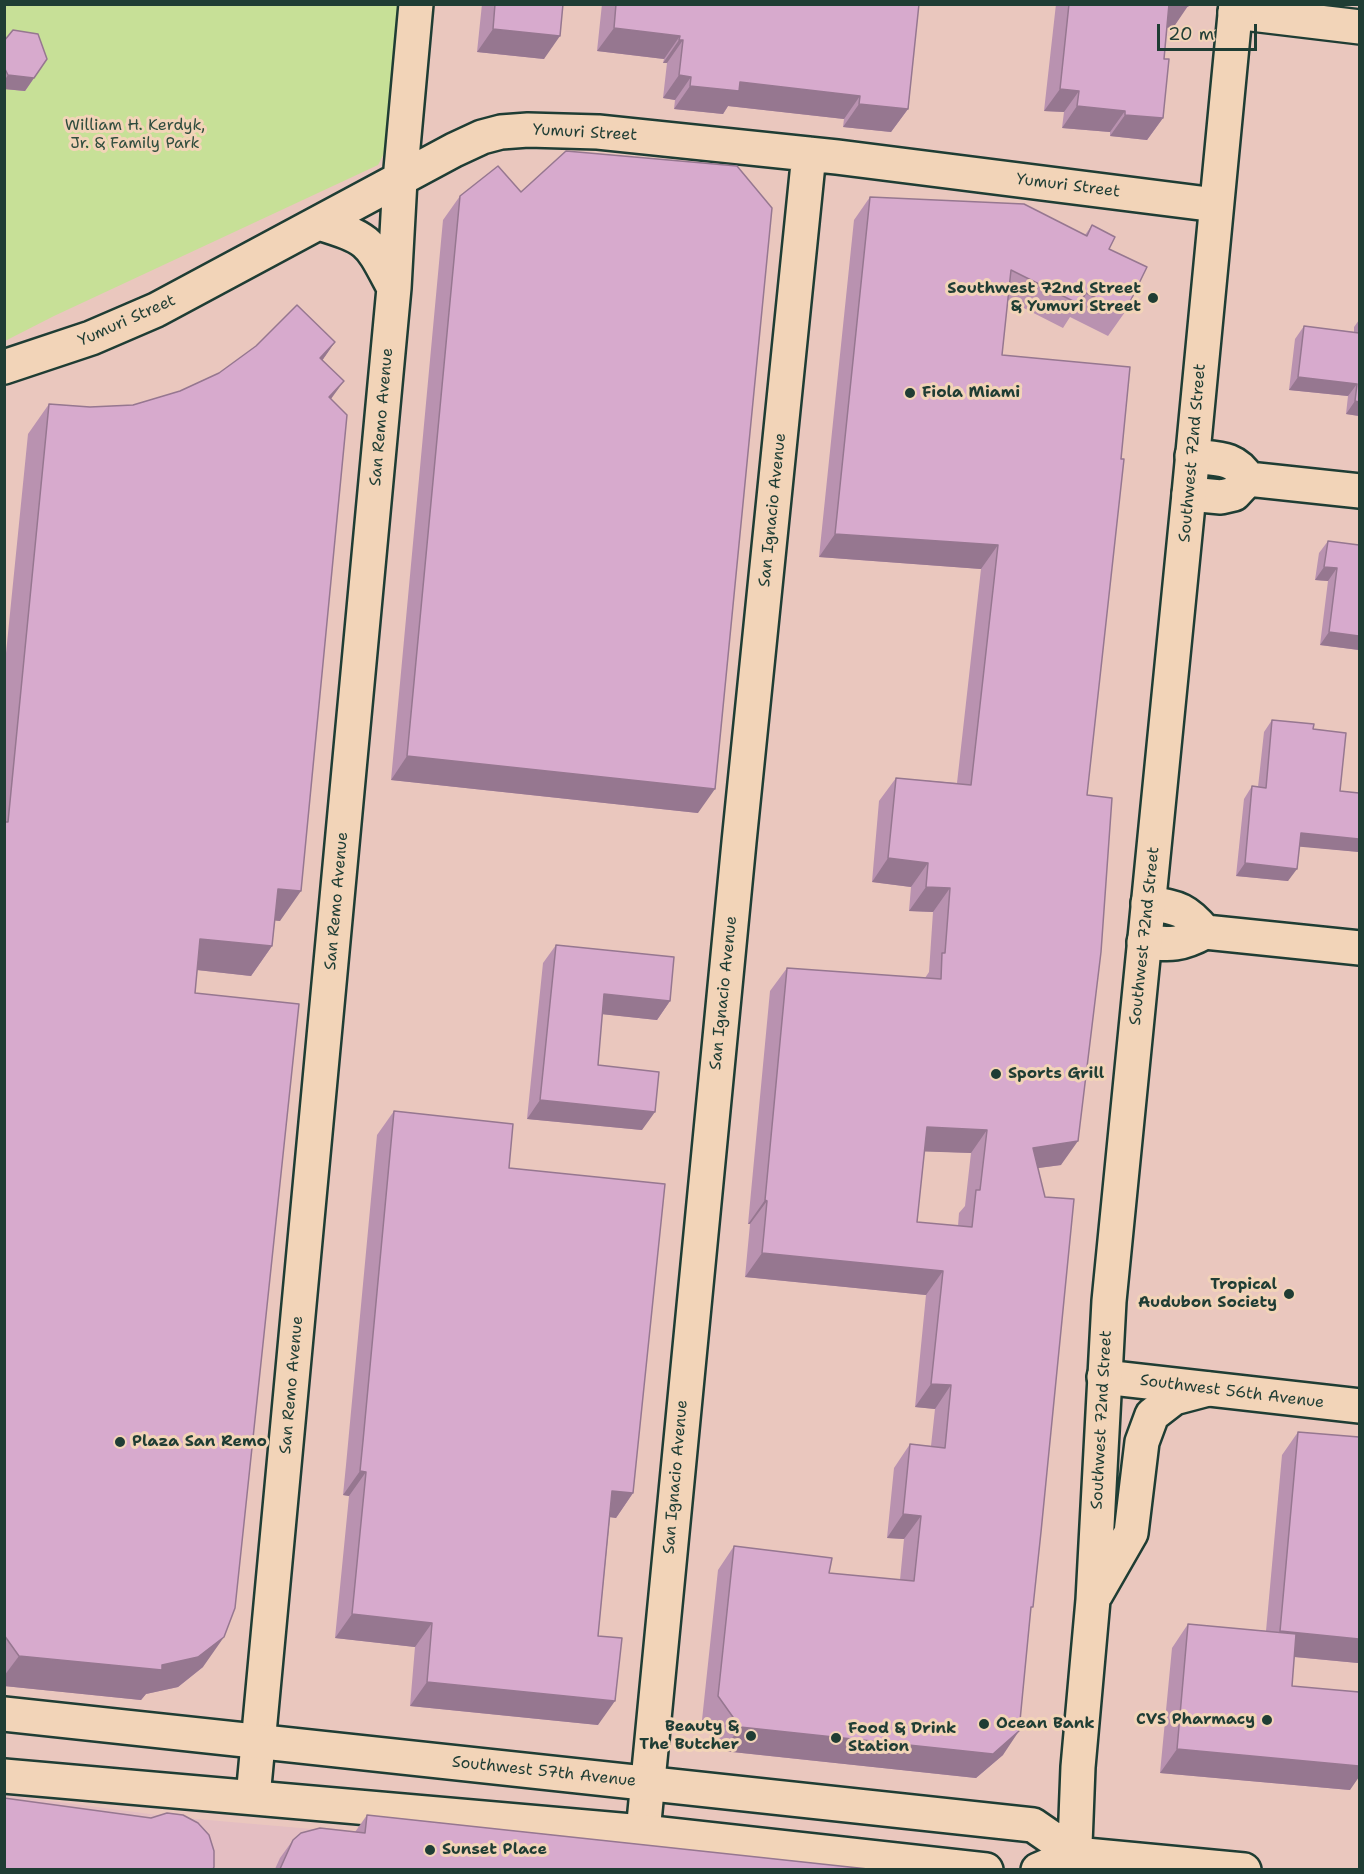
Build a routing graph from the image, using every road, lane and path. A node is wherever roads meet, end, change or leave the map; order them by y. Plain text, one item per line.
1 (416, 4) edge
2 (1236, 8) edge
3 (1359, 27) edge
4 (809, 154) junction
5 (400, 180) junction
6 (1216, 205) junction
7 (319, 223) junction
8 (394, 288) junction
9 (4, 367) edge
10 (1192, 456) junction
11 (1248, 479) junction
12 (1359, 491) edge
13 (1189, 494) junction
14 (1148, 903) junction
15 (1205, 932) junction
16 (1144, 942) junction
17 (1359, 948) edge
18 (1104, 1377) junction
19 (1208, 1389) junction
20 (1359, 1406) edge
21 (1093, 1600) junction
22 (4, 1714) edge
23 (259, 1741) junction
24 (4, 1776) edge
25 (648, 1783) junction
26 (253, 1797) junction
27 (643, 1832) junction
28 (1075, 1862) edge
29 (986, 1869) edge
30 (1038, 1869) edge
31 (1244, 1869) edge

1 - 5 street, San Remo Avenue
2 - 3 street
2 - 6 street, Southwest 72nd Street
4 - 5 street, Yumuri Street
4 - 6 street, Yumuri Street
4 - 25 street, San Ignacio Avenue
5 - 7 street, Yumuri Street
5 - 8 street, San Remo Avenue
6 - 10 street, Southwest 72nd Street
7 - 8 street
7 - 9 street, Yumuri Street
8 - 23 street, San Remo Avenue
10 - 11 street
10 - 13 street, Southwest 72nd Street
11 - 12 street
11 - 13 street
13 - 14 street, Southwest 72nd Street
14 - 15 street
14 - 16 street, Southwest 72nd Street
15 - 16 street
15 - 17 street
16 - 18 street, Southwest 72nd Street
18 - 19 street, Southwest 56th Avenue
18 - 21 street, Southwest 72nd Street
19 - 20 street, Southwest 56th Avenue
19 - 21 street
21 - 28 street, Southwest 72nd Street
22 - 23 street, Southwest 57th Avenue
23 - 25 street, Southwest 57th Avenue
23 - 26 street, San Remo Avenue
24 - 26 street
25 - 27 street, San Ignacio Avenue
25 - 28 street, Southwest 57th Avenue
26 - 27 street
27 - 29 street
28 - 30 street, Southwest 57th Avenue
28 - 31 street, Southwest 57th Avenue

+ + + + +

Everything in the entries above should be printed again exactly, apart from the pictures.

Build a routing graph from the image, using every road, lane and path. A node is wherever roads meet, end, change or leave the map; order them by y. Plain text, one item per line.
1 (416, 4) edge
2 (1236, 8) edge
3 (1359, 27) edge
4 (809, 154) junction
5 (400, 180) junction
6 (1216, 205) junction
7 (319, 223) junction
8 (394, 288) junction
9 (4, 367) edge
10 (1192, 456) junction
11 (1248, 479) junction
12 (1359, 491) edge
13 (1189, 494) junction
14 (1148, 903) junction
15 (1205, 932) junction
16 (1144, 942) junction
17 (1359, 948) edge
18 (1104, 1377) junction
19 (1208, 1389) junction
20 (1359, 1406) edge
21 (1093, 1600) junction
22 (4, 1714) edge
23 (259, 1741) junction
24 (4, 1776) edge
25 (648, 1783) junction
26 (253, 1797) junction
27 (643, 1832) junction
28 (1075, 1862) edge
29 (986, 1869) edge
30 (1038, 1869) edge
31 (1244, 1869) edge

1 - 5 street, San Remo Avenue
2 - 3 street
2 - 6 street, Southwest 72nd Street
4 - 5 street, Yumuri Street
4 - 6 street, Yumuri Street
4 - 25 street, San Ignacio Avenue
5 - 7 street, Yumuri Street
5 - 8 street, San Remo Avenue
6 - 10 street, Southwest 72nd Street
7 - 8 street
7 - 9 street, Yumuri Street
8 - 23 street, San Remo Avenue
10 - 11 street
10 - 13 street, Southwest 72nd Street
11 - 12 street
11 - 13 street
13 - 14 street, Southwest 72nd Street
14 - 15 street
14 - 16 street, Southwest 72nd Street
15 - 16 street
15 - 17 street
16 - 18 street, Southwest 72nd Street
18 - 19 street, Southwest 56th Avenue
18 - 21 street, Southwest 72nd Street
19 - 20 street, Southwest 56th Avenue
19 - 21 street
21 - 28 street, Southwest 72nd Street
22 - 23 street, Southwest 57th Avenue
23 - 25 street, Southwest 57th Avenue
23 - 26 street, San Remo Avenue
24 - 26 street
25 - 27 street, San Ignacio Avenue
25 - 28 street, Southwest 57th Avenue
26 - 27 street
27 - 29 street
28 - 30 street, Southwest 57th Avenue
28 - 31 street, Southwest 57th Avenue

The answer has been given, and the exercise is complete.